Au total, si ces dépenses sont exécutées, le CESE aura dépensé 5,7 millions d'euros pour les dispositifs de participation citoyenne en 2023, soit 36 % de plus que l'enveloppe initiale de 4,2 millions d'euros. Par ailleurs, le CESE anticipe de dépenser 0,52 million d'euros de plus pour le reste de l'année, et ce, alors même qu'au 1er juin 2023, le budget total dédié à la participation citoyenne a déjà été dépassé de presque un million d'euros.

Ce dépassement anticipé de l'enveloppe initiale de l'ordre de 1,5 million d'euros peut être de nature à nuire au principe de sincérité budgétaire.

b) Une demande de six millions d'euros par an pour financer la participation citoyenne en décalage avec l'objectif d'organisation d'une convention citoyenne tous les 18 mois

Partant du constat que le budget de 4,2 millions d'euros n'a même pas suffi à couvrir le coût de la convention citoyenne sur la fin de vie, le CESE a engagé en janvier 2023 des négociations avec la direction du budget pour obtenir dès le prochain projet de loi de finances un montant annuel de 6 millions d'euros pour la participation citoyenne. Cette somme permettrait au CESE d'absorber les coûts des conventions citoyennes, qui seront nécessairement à cheval sur deux exercices budgétaires.

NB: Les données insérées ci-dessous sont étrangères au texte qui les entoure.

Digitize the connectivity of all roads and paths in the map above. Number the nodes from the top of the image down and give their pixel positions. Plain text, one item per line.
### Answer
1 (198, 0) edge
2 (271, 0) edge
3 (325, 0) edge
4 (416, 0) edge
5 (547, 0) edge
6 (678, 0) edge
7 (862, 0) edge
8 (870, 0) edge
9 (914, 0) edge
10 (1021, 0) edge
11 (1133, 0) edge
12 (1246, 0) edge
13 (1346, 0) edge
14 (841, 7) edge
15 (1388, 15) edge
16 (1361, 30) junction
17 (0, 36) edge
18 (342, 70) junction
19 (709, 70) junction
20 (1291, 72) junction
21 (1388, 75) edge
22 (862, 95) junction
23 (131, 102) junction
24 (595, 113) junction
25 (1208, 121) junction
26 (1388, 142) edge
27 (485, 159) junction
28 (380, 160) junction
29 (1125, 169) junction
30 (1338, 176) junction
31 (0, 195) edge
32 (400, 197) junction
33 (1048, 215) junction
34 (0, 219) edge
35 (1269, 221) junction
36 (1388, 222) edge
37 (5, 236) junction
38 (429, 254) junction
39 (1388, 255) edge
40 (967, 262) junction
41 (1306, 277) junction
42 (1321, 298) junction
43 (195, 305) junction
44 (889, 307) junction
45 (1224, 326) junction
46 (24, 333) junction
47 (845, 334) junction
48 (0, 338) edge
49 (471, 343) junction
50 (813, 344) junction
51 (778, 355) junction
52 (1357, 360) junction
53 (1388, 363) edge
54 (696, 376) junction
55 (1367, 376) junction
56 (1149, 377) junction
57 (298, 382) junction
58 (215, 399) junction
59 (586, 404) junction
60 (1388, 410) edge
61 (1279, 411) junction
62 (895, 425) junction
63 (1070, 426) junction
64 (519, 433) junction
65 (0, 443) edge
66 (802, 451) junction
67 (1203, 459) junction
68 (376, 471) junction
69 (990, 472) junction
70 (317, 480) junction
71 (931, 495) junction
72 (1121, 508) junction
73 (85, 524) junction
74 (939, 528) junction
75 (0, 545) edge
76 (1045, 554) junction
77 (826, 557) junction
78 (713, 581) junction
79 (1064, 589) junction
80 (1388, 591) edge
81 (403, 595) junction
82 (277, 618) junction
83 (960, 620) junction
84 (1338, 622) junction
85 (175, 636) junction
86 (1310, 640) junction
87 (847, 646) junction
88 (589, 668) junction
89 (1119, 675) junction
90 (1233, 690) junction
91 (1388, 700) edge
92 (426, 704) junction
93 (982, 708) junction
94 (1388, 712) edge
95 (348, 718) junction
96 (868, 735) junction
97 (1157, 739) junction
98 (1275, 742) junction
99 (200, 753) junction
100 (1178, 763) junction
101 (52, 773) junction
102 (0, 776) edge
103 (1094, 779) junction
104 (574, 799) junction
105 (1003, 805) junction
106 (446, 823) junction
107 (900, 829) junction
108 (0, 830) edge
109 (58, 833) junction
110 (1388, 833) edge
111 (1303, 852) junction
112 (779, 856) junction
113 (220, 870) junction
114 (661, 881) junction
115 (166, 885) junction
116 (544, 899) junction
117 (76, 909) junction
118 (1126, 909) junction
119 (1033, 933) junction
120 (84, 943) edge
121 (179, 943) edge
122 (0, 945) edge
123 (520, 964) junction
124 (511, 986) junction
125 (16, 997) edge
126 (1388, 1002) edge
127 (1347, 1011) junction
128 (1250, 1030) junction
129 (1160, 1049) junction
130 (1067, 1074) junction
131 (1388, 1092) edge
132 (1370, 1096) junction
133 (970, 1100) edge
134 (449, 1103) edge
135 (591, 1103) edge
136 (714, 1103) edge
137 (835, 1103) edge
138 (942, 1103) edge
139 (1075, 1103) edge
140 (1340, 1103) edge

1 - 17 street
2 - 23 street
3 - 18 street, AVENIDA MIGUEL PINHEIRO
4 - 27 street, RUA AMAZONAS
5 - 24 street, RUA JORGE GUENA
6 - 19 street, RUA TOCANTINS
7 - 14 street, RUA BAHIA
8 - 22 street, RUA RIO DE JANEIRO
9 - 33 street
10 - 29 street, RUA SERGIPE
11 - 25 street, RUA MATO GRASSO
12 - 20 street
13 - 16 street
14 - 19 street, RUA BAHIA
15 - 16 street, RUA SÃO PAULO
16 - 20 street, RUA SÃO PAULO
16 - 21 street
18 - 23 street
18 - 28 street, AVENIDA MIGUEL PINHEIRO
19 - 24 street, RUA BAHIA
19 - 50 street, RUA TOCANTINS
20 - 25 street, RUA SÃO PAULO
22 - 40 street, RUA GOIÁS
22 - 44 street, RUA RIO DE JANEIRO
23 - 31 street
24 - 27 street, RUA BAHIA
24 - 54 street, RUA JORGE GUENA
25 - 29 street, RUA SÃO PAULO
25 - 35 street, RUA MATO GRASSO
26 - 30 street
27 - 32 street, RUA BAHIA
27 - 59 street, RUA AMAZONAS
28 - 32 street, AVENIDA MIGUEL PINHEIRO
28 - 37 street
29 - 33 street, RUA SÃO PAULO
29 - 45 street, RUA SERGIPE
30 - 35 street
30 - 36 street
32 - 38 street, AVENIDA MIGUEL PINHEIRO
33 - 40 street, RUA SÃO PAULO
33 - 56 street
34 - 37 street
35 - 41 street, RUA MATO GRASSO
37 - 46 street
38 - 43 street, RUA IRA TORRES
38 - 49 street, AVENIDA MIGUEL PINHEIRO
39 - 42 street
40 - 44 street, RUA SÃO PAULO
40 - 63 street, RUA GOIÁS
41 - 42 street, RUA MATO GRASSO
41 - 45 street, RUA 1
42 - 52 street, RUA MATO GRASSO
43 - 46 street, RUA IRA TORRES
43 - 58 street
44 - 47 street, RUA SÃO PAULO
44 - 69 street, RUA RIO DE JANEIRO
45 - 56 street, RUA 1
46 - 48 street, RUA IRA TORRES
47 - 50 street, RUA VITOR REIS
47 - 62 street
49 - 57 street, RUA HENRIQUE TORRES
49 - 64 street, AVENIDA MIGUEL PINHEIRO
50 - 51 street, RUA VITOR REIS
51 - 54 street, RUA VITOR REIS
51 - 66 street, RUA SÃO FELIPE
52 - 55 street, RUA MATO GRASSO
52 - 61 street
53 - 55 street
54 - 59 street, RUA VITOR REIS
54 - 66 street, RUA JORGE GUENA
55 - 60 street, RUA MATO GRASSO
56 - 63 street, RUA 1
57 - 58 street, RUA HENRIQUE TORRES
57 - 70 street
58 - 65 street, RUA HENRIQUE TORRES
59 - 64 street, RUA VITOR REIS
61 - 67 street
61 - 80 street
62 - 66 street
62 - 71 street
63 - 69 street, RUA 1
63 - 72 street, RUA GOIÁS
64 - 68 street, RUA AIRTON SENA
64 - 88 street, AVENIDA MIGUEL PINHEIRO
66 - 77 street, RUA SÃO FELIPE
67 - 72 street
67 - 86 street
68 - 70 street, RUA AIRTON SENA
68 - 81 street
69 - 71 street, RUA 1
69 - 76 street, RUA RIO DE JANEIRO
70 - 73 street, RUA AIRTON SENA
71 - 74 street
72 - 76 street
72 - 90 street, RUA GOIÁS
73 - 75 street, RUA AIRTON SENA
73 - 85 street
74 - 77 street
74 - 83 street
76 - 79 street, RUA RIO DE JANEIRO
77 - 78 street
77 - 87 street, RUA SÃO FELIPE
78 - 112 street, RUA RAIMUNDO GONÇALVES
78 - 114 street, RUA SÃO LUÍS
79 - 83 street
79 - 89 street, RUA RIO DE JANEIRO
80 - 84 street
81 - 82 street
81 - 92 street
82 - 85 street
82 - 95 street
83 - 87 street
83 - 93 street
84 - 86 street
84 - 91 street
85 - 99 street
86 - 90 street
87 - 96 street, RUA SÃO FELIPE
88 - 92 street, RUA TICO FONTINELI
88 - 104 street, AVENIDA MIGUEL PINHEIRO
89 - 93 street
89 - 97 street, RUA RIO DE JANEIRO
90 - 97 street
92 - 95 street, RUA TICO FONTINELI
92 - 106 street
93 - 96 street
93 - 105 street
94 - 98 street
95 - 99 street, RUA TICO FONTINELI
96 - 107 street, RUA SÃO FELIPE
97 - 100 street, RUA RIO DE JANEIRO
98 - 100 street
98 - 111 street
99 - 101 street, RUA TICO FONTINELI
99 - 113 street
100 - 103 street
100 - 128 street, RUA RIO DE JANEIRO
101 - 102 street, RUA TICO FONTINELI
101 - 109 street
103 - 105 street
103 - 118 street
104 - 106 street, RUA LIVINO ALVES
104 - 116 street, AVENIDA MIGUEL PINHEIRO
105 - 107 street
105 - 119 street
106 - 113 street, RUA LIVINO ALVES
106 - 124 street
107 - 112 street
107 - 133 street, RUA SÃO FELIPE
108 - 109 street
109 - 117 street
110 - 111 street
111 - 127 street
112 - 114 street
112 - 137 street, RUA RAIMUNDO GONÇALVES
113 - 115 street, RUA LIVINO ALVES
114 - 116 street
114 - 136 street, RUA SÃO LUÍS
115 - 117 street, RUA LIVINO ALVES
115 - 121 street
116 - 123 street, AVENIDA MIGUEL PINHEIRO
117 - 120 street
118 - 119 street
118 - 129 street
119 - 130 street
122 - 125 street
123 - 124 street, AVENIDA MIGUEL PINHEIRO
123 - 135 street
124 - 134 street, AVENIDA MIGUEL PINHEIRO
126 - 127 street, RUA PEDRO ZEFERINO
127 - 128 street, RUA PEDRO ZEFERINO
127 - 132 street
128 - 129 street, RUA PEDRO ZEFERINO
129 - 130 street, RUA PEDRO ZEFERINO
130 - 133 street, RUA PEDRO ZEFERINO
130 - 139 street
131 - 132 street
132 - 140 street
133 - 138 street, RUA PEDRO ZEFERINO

Au 1er juin 2023, le CESE n'a pas eu de retour concernant cette demande de hausse du budget. Il lui a toutefois été indiqué lors de la conférence technique en mai dernier que le montant des crédits alloués dépendra des annonces présidentielles sur les nouvelles conventions citoyennes organisées par le CESE.

Cette situation appelle deux remarques de la part du rapporteur spécial.

En premier lieu, si une convention citoyenne est organisée tous les 14 à 18 mois, le rapporteur spécial doute de la nécessité pour le CESE d'obtenir un budget de 6 millions d'euros par an pour tous les dispositifs de participation citoyenne. En effet, des crédits seront nécessairement annulés l'année « creuse » de la convention citoyenne.

En second lieu, le rapporteur spécial attire l'attention de nouveau sur le potentiel inflationniste du budget dédié à la participation citoyenne, qui ne saurait augmenter de 1,5 million d'euros par an. Les dépenses doivent être dès lors contenues pour pallier cette trajectoire exponentielle.


* 67 Selon les réponses écrites de la métropole de Grenoble-Alpes transmises au rapporteur spécial.

* 68 Le CESE gère désormais en propre l'enveloppe de 4,2 millions d'euros entièrement fléchée vers la participation citoyenne.

* 69 Pour rappel, le CESE a dépensé 0,41 million d'euros hors convention citoyenne.

* 70 Le forfait annuel pour les trois prochaines années sera de 40 000 euros par an pour la maintenance technique, l'hébergement et l'assistance technique aux utilisateurs.